DATASET EXTRACT section start
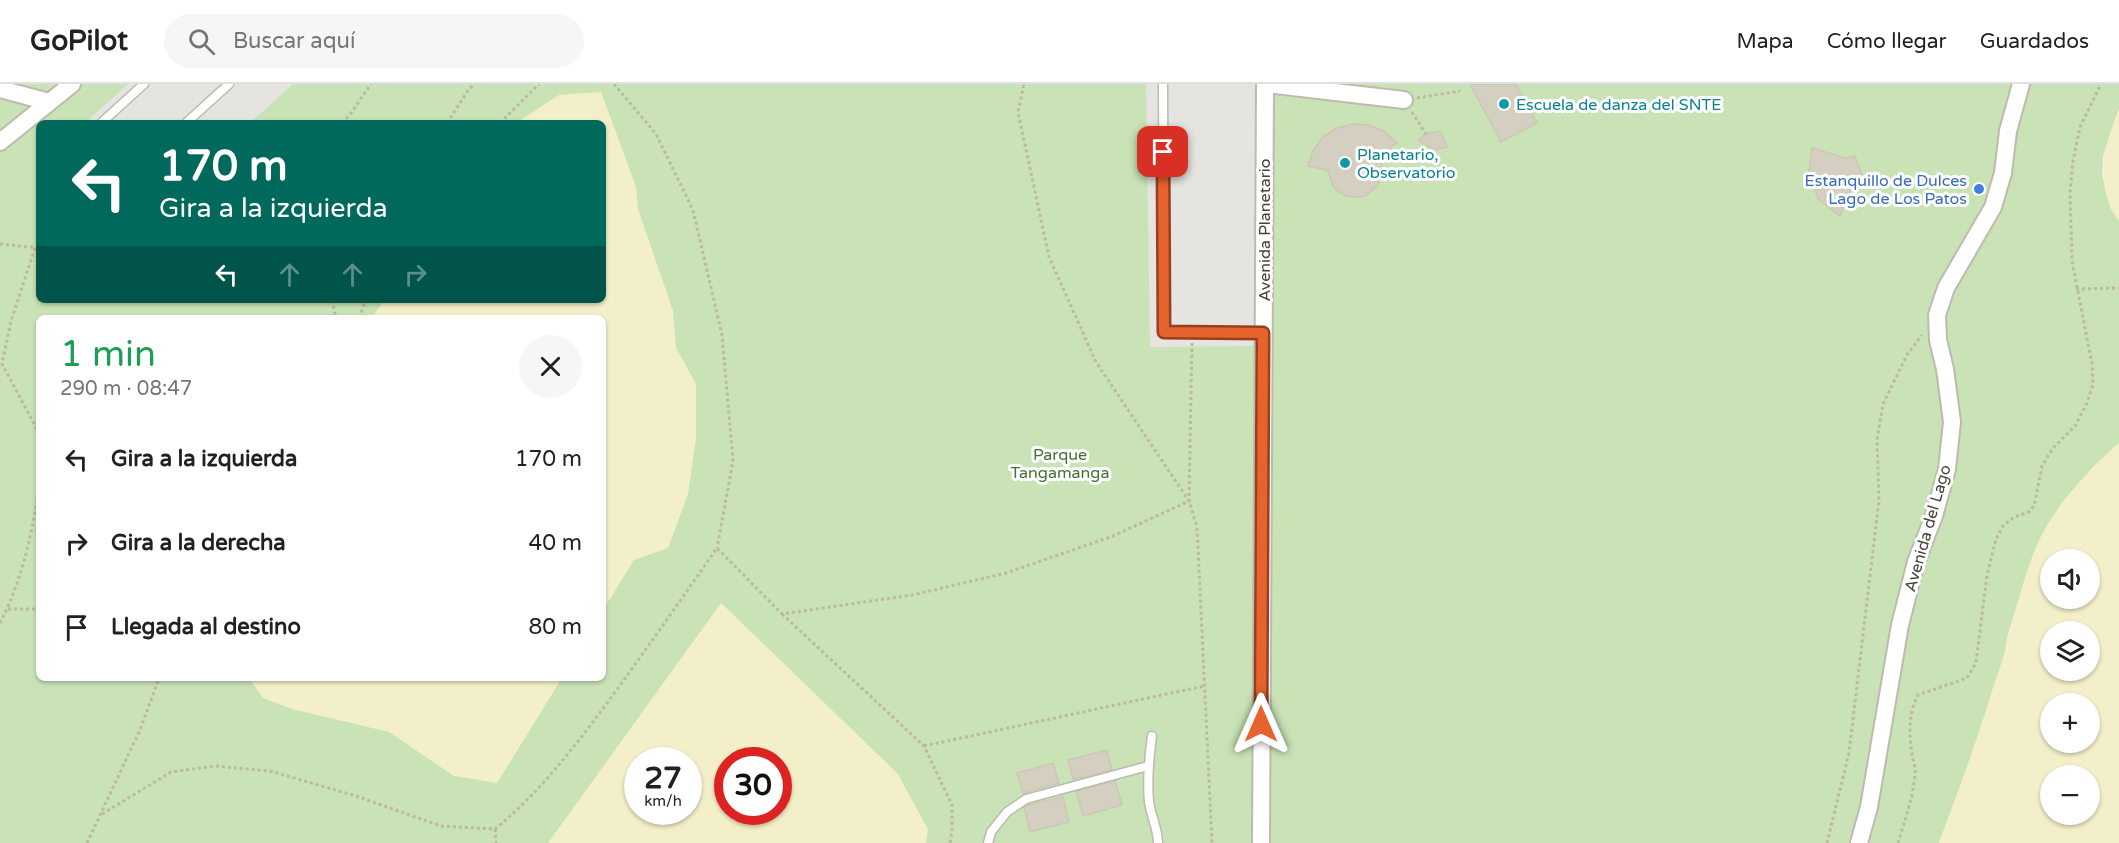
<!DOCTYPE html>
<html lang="es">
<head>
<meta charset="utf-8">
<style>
  :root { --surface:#fff; --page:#f6f6f6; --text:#202124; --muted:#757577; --line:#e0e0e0 }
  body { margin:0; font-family:"Varela Round",sans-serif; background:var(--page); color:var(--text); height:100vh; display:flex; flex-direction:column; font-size:22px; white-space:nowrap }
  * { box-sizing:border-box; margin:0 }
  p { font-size:20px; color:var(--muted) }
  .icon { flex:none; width:33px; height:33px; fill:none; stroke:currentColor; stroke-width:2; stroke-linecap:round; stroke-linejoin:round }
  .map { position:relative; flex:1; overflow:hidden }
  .side { position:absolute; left:36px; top:231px; width:570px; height:366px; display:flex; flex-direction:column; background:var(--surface); border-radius:9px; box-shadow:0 2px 4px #0004 }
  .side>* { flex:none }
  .hud { position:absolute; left:36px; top:36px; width:570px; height:183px; border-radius:9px; box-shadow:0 2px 4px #0004; background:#00695c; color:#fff; overflow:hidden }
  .tools { position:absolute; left:2040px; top:465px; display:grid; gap:12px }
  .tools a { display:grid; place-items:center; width:60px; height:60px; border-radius:50%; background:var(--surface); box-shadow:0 2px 4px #0004; font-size:30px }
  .speed { position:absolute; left:624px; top:663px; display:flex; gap:12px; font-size:30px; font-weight:700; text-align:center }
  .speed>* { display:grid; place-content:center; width:78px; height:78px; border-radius:50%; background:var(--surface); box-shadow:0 2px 4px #0004; line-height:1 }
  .speed small { font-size:15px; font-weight:400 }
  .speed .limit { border:9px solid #d22; background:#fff; color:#111 }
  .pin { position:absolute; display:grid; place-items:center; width:51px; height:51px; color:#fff; margin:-26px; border-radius:12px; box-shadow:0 3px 9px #0006 }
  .me { position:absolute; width:66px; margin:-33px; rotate:0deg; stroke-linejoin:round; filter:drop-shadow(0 0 4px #0008) }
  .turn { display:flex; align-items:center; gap:21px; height:126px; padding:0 24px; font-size:27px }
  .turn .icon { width:78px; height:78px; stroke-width:2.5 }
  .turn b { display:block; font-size:42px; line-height:51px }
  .lanes { display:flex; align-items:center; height:57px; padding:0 24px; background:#0003; justify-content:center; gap:30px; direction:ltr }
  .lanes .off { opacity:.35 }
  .round { display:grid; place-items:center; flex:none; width:63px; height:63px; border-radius:32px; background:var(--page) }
  .summary { display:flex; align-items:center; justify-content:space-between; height:102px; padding:0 24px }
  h1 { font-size:36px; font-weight:600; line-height:45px; color:#1e9e55 }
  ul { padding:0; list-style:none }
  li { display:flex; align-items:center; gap:18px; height:84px; padding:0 24px }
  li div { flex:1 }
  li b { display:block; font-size:22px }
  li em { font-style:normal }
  header { display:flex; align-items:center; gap:36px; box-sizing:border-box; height:84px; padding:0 30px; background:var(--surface); border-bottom:2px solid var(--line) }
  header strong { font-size:28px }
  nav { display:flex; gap:33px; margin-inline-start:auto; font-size:21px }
  .search { width:420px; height:54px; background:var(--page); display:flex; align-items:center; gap:15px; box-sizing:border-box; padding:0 21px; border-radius:33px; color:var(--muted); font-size:22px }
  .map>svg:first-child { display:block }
</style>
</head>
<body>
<header>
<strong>GoPilot</strong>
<div class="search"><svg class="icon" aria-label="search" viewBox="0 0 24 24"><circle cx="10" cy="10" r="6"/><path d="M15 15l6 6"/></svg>Buscar aquí</div>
<nav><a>Mapa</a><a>Cómo llegar</a><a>Guardados</a></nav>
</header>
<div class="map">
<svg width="2119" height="759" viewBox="0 0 2119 759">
  <rect width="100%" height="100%" fill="#f3f2e9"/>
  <path fill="#c9e3b6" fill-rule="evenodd" d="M0,0H2119V25L2103,72L2102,91L2111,125L2119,137V359L2094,382L2062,419L2047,443L2033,471L2008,550L2005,568L1977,657L1939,759H0ZM39,39H603V216H39ZM39,234H603V594H39ZM638,676H688V728H638ZM728,676H778V728H728Z"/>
  <g fill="#f3f0c9" fill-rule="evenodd">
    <path d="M601,8L636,103L638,125L673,227L676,264L696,300V354L688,410L668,464L634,476L603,526V234H371L385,216H603V39H516L559,11Z"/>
    <path d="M2119,25V137C2093,100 2104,63 2119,25Z"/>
    <path d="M2119,359V759H1939C1958,709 1976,659 1992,607C1996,594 2002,581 2005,568C2013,536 2021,502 2033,471C2049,427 2084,391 2119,359ZM2050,476H2090V514H2050ZM2050,548H2090V586H2050ZM2050,620H2090V658H2050ZM2050,692H2090V730H2050Z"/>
    <path d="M721,519L897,689L928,745L926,759H548ZM688,676V728H638V676ZM728,676H778V728H728Z"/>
    <path d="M249,594H562L497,699L454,692L389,648L292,625L263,614Z"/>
  </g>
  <g fill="#e5e4e1">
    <path d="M128,0H293L250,39H85Z"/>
    <path d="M1146,0H1265L1263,262L1150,263Z"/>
  </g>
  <g fill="#d4cfc0" stroke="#cec7b4" stroke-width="1.5">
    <path d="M1470,0H1516L1537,39L1501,58Z"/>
    <path d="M1353,40L1369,41L1385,48L1397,59L1378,72L1383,84L1378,101L1365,112L1356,113L1347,112L1339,108L1333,102L1328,86L1308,82L1313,67L1323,53L1337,44Z"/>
    <path d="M1353,40L1369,41L1385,48L1397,59L1378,72L1383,84L1378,101L1365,112L1356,113L1347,112L1339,108L1333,102L1328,86L1308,82L1313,67L1323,53L1337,44Z"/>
    <path d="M1440,47L1447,63L1435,66L1418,56L1426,50Z"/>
    <path d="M1812,64L1845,74L1855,72L1863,94L1854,97L1840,132L1818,115L1809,88Z"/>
    <path d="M1107,666L1112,686L1073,695L1068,676Z"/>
    <path d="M1053,679L1059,699L1023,709L1017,689Z"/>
    <path d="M1115,697L1122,721L1083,732L1076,707Z"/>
    <path d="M1063,713L1069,738L1030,748L1024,722Z"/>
  </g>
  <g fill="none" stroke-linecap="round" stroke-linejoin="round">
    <g stroke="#bebaad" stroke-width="11">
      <g id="lane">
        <path d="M1163,0L1164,248L1263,249"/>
        <path d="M101,39L144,0"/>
        <path d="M186,39L229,0"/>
        <path d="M1152,652C1149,674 1147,696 1149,718C1151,732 1158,745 1158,759"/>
        <path d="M988,759L991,748L1007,728L1026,715L1148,682"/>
      </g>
    </g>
    <g stroke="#bebaad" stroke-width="20">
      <g id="street">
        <path d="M1266,0L1404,16"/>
        <path d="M0,5L49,18"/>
        <path d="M0,58L72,0"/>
        <path d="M1261,759L1265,0"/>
        <path d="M1859,759L1869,723L1900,541L1916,478L1934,432L1947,385L1952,338L1945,285L1938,256L1937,231L1946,204L1993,123L2003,89L2008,47L2021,0"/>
      </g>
    </g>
    <g stroke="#beb89f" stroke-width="3" stroke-dasharray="3 3" stroke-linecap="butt">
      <path d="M614,0L656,50L693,126L722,251L733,377L717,464"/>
      <path d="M1417,14L1460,7"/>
      <path d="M1412,28L1426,50"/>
      <path d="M342,39L349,32L371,0"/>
      <path d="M447,39L469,5L475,0"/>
      <path d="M500,39L539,0"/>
      <path d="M0,160L39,164"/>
      <path d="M35,164L11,237L2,280L39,349"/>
      <path d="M2076,205L2119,204"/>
      <path d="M332,216L336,234"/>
      <path d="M359,234L366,216"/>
      <path d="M1192,259L1189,417L1197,443L1212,759"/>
      <path d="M8,525H39"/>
      <path d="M782,530L924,662L952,721V747L950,759"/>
      <path d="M0,539C22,497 33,447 39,401"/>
      <path d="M924,662L1204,602"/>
      <path d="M102,730L171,688L215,682L270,687L356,712L441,742L495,745C538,710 572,666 605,622C643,570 680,517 717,464L782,530L912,511L1006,489L1113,452L1189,417L1096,278L1049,173L1018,28L1024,0"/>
      <path d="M495,745L496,759"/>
      <path d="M87,759L140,646L159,594"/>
      <path d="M1827,759L1849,669L1879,416L1877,356L1883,320L1907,271L1922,251"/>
      <path d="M1898,759C1905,736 1913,714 1915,690C1916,684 1913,678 1912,671C1909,650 1908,631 1918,611L1967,594L1976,579L1987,491L1996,455L2003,442L2014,433L2029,428L2034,422L2042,382L2053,364L2075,342L2087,319L2093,300L2092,280L2072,177L2070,110L2073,77L2080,43L2101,0"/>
    </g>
    <use href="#lane" stroke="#fff" stroke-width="8"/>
    <use href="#street" stroke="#fff" stroke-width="16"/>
  </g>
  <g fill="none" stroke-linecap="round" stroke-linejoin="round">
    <g stroke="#96401d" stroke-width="15">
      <path id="route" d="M1163,68L1164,248L1263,249L1261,640"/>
    </g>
    <use href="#route" stroke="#e6632d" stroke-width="10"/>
  </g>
  <g fill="#0f9aa8" stroke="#fff" stroke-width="2">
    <circle cx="1504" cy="20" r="6"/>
    <circle cx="1345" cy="79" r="6"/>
  </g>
  <circle fill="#3f7fe0" stroke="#fff" stroke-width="2" cx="1979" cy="105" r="6"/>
  <g text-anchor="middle" stroke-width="6" stroke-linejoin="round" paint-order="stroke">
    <g font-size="16" fill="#0d838f" stroke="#fff" text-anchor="start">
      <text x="1516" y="26">Escuela de danza del SNTE</text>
      <text x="1357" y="76">Planetario,<tspan x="1357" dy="18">Observatorio</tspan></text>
    </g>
    <g font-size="16" fill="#366cbe" stroke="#fff" text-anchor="end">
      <text x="1967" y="102">Estanquillo de Dulces<tspan x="1967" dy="18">Lago de Los Patos</tspan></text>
    </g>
    <g font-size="16" fill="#464338" stroke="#fff">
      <text transform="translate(1264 146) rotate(-90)" y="6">Avenida Planetario</text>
      <text transform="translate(1927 444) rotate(-74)" y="6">Avenida del Lago</text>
    </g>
    <g font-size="16" fill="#417330" stroke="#fff">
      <text x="1060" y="376">Parque<tspan x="1060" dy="18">Tangamanga</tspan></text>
    </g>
  </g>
</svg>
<div class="tools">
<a><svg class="icon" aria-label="sound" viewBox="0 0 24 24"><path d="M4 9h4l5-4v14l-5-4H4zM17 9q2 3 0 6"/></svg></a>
<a><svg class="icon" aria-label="layers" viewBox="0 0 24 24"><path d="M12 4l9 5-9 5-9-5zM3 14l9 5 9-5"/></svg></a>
<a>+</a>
<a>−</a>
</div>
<div class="speed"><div>27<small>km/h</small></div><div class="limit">30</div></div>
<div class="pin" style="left:1163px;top:68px;background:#d93025"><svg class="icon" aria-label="arrive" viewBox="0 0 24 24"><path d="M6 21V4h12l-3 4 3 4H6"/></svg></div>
<svg class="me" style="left:1261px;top:640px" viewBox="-20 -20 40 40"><path d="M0-17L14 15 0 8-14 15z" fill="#e6632d" stroke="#fff" stroke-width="4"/></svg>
<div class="hud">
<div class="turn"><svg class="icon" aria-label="left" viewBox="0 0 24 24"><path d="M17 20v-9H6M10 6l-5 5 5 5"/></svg><div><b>170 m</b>Gira a la izquierda</div></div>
<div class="lanes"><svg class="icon" aria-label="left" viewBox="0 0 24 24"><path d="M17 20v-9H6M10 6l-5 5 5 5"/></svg><svg class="icon off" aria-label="ahead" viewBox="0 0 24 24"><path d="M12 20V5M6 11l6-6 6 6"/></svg><svg class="icon off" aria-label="ahead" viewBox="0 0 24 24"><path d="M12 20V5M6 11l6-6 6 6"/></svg><svg class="icon off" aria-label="right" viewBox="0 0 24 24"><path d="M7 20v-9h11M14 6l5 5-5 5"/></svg></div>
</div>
<section class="side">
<div class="summary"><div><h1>1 min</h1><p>290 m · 08:47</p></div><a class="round"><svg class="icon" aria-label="close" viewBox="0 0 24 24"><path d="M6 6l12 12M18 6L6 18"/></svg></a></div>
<ul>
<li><svg class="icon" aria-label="left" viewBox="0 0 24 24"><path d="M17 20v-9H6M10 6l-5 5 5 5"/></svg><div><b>Gira a la izquierda</b></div><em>170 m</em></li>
<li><svg class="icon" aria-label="right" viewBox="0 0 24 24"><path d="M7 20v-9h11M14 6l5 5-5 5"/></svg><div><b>Gira a la derecha</b></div><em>40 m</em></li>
<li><svg class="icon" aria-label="arrive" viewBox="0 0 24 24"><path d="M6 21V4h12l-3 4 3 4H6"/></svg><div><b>Llegada al destino</b></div><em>80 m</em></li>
</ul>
</section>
</div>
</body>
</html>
DATASET EXTRACT section end
• TASK GOAL
What lines above mention "column"? Copy each one.

• REPLY TO THE EXERCISE
  body { margin:0; font-family:"Varela Round",sans-serif; background:var(--page); color:var(--text); height:100vh; display:flex; flex-direction:column; font-size:22px; white-space:nowrap }
  .side { position:absolute; left:36px; top:231px; width:570px; height:366px; display:flex; flex-direction:column; background:var(--surface); border-radius:9px; box-shadow:0 2px 4px #0004 }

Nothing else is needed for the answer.